Crucifier les termes inédits, les éterniser sur un fil perpétuel et risquer d’en épuiser les subtilités textuelles. Prière de réfréner l’impulsivité inventrice. Délivrer les sens pluriels des livres : le but visé ? Le livre existe-t-il distinctement de ses lecteurs et de ses lectrices ? N’est-il qu’un devenir en quête de lecture ? Le livre devient-il inerte s’il n’est plus lu ? Si écrire, c’est s’écrier et crier, est-ce qu’inventer mille délits, c’est se réfugier en pleine lumière en une nuit perpétuelle ? Pelucher des chimères et peupler de dérives les signifiés uniques, est-ce incruster le dire, le crucifier et migrer vers des cimes ?
L’ennui fissuré
Ce film rebute Julien qui en minimise les enjeux et refuse de bifurquer et d’esquisser des gestes jugés imprudents. En effet, il préfère espérer survivre même s’il fréquente un chemin de duvet et de grêle. Des vestiges du dire émergent des ruines et des débris, une chute de tricheries et de leurres évités. L’industrie semble négliger l’empressement excessif. Une trêve est-elle prévisible ? Est-ce si pertinent ? Quelle réussite est permise ? Une expérience limite peut jeter un vif discrédit et restreindre les revers et les embûches. Le remède et ses effets réduisent-ils les risques inhérents ? Peut-être redéfinir le futur en termes de superstructures ? Être invisible, c’est s’évincer. Inclure, exclure, hésiter. Se décider permet enfin de disséquer les événements utiles. Si médire évite de périr, le sens réinterprété refuse de diminuer et risque de s’enfuir. Lucidité sublimée et méprises excessives, puisqu’en vérifier l’unicité, c’est en pressentir l’inutilité.
Rituels et pixels
Rien ne sert de quitter si rien ne survient. Un vide extrême imprévu ne résiste guère si l’ennui est un ennemi qui tue. Limiter l’étendue incendiée et tenter d’y insuffler du mystère. Cet enjeu implique des sculptures exquises, lumineuses et en devenir. Qu’ils écrivent, qu’ils lisent, qu’ils illustrent de textes une vie bien remplie, les gens vérifient bien peu les présences extrêmes, puisque peu d’entre eux y excellent.

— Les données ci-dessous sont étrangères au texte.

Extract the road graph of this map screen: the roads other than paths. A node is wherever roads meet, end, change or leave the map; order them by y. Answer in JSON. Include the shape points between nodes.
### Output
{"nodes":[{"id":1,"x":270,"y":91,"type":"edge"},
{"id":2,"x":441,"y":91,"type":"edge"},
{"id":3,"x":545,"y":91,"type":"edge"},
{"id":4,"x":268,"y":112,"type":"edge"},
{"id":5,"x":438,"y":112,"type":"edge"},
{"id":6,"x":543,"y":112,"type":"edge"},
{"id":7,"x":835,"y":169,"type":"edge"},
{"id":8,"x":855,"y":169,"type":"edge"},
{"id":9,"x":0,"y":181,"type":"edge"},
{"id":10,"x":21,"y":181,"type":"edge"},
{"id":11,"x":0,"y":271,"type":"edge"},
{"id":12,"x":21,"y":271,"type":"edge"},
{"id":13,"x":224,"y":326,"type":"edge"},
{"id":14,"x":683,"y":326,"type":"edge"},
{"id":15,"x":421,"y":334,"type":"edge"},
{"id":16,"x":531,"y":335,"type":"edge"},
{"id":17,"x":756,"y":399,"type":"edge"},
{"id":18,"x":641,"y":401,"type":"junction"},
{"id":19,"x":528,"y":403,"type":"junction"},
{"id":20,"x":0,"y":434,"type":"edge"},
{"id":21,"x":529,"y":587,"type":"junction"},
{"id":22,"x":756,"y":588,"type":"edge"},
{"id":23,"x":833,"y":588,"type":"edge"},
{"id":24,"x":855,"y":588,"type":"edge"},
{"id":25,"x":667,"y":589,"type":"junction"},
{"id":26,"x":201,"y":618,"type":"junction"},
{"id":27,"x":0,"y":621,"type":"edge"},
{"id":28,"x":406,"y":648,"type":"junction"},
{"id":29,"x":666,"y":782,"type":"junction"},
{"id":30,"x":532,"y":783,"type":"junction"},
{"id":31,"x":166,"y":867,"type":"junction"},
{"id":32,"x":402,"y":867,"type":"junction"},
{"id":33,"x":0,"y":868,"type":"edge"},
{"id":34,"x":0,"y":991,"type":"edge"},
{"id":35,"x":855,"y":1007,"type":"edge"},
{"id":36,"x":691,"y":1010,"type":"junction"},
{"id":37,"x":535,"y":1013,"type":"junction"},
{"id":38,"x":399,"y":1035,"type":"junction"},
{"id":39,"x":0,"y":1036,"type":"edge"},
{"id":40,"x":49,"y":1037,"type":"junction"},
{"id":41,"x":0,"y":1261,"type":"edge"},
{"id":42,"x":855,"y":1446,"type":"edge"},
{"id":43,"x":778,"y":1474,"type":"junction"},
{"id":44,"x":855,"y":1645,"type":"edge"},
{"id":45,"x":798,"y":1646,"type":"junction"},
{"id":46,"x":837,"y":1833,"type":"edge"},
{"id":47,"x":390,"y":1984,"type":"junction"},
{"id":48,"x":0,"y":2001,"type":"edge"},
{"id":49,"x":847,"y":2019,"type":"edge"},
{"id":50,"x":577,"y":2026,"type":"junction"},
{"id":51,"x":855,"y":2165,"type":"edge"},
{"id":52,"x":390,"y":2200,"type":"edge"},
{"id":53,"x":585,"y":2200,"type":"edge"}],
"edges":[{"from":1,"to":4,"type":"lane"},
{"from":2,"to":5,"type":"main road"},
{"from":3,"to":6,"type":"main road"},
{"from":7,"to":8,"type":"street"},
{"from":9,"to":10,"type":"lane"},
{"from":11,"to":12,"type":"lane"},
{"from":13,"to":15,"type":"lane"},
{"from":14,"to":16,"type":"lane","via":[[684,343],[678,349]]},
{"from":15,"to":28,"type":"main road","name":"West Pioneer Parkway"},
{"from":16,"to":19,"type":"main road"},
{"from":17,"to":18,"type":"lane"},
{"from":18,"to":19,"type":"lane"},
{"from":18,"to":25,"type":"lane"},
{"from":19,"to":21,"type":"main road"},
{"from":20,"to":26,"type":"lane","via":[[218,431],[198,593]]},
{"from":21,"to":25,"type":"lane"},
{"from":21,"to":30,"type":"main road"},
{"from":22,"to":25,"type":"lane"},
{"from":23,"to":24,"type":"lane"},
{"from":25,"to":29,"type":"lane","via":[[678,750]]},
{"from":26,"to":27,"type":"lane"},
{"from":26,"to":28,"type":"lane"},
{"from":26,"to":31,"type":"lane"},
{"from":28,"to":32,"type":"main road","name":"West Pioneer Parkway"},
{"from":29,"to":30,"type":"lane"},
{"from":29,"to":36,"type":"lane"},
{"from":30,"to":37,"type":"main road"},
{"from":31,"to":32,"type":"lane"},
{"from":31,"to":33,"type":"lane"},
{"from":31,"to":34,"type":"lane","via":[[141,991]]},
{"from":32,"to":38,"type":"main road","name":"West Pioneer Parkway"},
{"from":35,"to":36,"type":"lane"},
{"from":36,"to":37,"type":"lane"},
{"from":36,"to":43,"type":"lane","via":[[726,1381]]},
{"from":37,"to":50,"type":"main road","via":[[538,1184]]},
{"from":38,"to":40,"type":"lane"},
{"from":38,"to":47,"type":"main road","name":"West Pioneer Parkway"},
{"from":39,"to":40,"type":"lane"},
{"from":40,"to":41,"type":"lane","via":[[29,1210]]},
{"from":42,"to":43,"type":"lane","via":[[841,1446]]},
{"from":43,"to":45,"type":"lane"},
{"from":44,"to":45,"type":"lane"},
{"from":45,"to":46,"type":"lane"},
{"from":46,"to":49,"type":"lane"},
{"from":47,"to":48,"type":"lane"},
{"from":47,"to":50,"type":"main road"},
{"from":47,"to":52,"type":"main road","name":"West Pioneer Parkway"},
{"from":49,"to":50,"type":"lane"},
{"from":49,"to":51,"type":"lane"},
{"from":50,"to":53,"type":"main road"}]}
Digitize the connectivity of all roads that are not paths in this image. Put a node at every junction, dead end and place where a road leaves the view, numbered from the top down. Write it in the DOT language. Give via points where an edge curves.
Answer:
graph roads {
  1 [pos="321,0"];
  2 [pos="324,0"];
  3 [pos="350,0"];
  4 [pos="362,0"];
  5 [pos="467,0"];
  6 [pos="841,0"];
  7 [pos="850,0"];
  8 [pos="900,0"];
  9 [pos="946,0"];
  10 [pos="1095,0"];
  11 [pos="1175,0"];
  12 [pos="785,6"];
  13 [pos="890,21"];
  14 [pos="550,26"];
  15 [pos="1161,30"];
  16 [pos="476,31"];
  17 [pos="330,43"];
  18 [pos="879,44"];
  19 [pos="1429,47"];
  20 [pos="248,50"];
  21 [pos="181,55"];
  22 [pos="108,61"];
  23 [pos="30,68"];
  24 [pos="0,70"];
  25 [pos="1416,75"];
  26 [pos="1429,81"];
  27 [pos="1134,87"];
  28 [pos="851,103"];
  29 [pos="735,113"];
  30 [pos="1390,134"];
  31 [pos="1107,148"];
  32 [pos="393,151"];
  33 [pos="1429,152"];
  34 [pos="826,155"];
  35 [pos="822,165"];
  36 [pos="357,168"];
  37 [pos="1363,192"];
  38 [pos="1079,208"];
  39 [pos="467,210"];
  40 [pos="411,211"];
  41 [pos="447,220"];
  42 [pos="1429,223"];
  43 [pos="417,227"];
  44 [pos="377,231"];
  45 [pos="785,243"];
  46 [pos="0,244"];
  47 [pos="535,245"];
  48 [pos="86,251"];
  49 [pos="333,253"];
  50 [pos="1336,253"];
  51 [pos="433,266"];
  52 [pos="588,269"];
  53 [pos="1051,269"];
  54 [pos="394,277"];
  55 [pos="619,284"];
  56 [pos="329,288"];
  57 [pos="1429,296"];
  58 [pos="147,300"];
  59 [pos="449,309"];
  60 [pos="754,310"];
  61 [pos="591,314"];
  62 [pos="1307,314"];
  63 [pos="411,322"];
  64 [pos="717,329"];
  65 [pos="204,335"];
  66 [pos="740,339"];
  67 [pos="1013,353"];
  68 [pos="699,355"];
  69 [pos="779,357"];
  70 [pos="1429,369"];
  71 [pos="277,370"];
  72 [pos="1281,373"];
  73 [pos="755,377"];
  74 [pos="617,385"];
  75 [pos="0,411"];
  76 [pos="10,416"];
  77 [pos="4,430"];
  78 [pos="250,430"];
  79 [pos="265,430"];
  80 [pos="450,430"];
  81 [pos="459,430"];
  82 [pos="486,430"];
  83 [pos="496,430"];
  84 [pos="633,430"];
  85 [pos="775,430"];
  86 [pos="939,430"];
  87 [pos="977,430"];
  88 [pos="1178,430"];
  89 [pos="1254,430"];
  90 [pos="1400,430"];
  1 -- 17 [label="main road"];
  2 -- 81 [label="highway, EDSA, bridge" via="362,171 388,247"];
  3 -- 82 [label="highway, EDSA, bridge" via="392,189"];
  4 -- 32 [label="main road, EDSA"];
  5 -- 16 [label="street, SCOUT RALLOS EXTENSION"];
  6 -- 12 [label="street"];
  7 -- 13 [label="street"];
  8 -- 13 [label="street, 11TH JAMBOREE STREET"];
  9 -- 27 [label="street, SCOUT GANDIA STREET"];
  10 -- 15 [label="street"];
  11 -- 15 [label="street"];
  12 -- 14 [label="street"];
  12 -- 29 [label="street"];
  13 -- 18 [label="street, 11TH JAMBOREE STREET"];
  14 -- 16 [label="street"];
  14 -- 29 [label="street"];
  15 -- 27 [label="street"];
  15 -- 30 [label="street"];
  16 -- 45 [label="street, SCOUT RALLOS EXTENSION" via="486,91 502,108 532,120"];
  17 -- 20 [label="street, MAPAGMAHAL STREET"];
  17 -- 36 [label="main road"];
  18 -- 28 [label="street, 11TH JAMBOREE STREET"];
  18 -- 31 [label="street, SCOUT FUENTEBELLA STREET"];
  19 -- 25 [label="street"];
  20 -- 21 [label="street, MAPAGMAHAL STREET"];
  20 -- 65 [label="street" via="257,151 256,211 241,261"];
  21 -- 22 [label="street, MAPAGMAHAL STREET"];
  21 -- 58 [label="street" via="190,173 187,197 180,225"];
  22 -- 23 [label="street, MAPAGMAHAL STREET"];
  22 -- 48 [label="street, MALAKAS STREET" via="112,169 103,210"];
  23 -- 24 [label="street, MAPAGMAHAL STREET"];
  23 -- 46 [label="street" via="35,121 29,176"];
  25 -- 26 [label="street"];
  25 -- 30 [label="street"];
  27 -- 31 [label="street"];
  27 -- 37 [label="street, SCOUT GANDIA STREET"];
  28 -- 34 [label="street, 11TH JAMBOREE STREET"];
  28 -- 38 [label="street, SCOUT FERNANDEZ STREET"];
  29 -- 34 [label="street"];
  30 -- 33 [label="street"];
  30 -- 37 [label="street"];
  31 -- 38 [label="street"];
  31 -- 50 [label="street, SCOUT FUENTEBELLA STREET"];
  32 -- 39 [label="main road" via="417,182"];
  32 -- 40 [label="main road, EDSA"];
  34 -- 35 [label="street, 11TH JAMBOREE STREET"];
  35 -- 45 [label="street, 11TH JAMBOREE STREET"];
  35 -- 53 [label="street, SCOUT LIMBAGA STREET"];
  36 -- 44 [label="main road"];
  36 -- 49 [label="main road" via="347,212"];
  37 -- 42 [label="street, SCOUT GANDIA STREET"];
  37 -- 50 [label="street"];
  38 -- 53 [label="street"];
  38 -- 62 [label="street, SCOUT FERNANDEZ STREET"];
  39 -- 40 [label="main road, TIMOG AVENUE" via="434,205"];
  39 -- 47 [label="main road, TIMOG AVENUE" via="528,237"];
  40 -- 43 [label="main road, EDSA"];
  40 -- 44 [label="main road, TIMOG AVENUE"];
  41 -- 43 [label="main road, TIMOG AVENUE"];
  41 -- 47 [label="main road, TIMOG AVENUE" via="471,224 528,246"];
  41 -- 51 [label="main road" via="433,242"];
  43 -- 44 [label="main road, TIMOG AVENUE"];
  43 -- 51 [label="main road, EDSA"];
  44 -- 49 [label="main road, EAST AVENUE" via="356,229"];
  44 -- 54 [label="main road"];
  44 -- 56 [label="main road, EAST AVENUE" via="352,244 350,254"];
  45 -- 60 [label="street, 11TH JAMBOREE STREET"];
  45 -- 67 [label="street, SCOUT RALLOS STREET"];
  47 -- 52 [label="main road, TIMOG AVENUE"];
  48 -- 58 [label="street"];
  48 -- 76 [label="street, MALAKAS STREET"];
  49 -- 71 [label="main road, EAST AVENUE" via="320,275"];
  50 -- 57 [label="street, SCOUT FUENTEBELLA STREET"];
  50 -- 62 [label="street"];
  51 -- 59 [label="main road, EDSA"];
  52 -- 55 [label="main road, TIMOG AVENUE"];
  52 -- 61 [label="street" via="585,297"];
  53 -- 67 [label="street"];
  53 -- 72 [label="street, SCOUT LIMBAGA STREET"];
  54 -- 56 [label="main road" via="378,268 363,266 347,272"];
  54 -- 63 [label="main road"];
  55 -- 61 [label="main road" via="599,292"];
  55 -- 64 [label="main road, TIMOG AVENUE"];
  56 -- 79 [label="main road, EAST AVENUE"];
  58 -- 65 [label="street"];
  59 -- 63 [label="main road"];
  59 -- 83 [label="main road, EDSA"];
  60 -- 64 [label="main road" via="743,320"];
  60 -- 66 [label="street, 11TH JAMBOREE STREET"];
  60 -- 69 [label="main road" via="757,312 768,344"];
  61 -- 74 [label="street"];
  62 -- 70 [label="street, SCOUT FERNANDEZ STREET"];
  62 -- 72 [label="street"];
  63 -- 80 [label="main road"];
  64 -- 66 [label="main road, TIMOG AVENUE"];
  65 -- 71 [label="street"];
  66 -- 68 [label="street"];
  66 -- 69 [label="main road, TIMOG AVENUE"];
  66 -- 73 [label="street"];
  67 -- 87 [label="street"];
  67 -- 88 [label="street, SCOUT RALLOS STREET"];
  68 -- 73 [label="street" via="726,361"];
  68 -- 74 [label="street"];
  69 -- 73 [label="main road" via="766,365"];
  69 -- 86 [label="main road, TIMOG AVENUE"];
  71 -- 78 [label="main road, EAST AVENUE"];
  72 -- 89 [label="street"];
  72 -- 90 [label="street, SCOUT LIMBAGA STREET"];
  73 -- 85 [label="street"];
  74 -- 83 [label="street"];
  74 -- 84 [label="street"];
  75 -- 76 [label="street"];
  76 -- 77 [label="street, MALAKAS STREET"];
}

Le temps file sur le mur de FB et sur le fil de Twitter, et même si Linkedin réunit les membres les plus fervents, l’univers n’est plus le même : il est devenu depuis peu un futur immense en quête d’identité. FIN
N.B. Cette fiction lipogrammatique en A-O ou encore trivocalique en E-I-U a été élaborée à partir de mes contributions individuelles dans le groupe d’écriture Lipkao. Au départ, il ne s’agissait que de commentaires réactifs et créatifs indépendants, issus de l’interactivité induite, et rattachés à une multitude d’illustrations visuelles, musicales et textuelles proposées par Strofka sur Facebook depuis l’été 2012 (Voir Un bien étrange lipodrome). Un texte oulipien en a émergé puisque des idées ont surgi qui n’étaient nullement prévues au départ. Il s’est agi pour moi d’expérimenter une nouvelle façon d’écrire, étant donné que les idées émergent à partir des matériaux langagiers colligés au lieu de provenir d’idées préalables à traduire en mots. J’affirme qu’il est réellement possible d’écrire de cette façon, puisque les expériences d’écriture trivocalique en Twittérature collaborative se sont déjà avérées concluantes (voir IMAGES, APERÇUS, LIGNES DE FUITE ). En me lançant ce nouveau défi, j’ai été à même de vérifier à quel point ces contraintes lipogrammatiques libèrent efficacement la pensée. C’est uniquement le fait de recourir aux fragments échevelés de Lipkao méticuleusement sélectionnés qui, une fois rassemblés, repositionnés, réagencés et retravaillés, m’ont permis de générer un texte porteur en agissant comme des ferments, ainsi que l’intuitionnait Strofka que je remercie expressément. Voilà donc ci-dessus ma deuxième fiction lipogrammatique L’écrit en exil, à la suite de ma première nouvelle littéraire Entente passagère qui relevait pour sa part du bivocalisme E-A. Je vous invite à en tenter l’expérience, car écrire de cette façon modifie substantiellement le regard sur la didactique de l’écriture en nécessitant des contournements syntaxiques et lexicaux, de même que le recours justifié à des dictionnaires puisque les empêchements invitent à dire autrement en sculptant avec les mots le texte en devenir.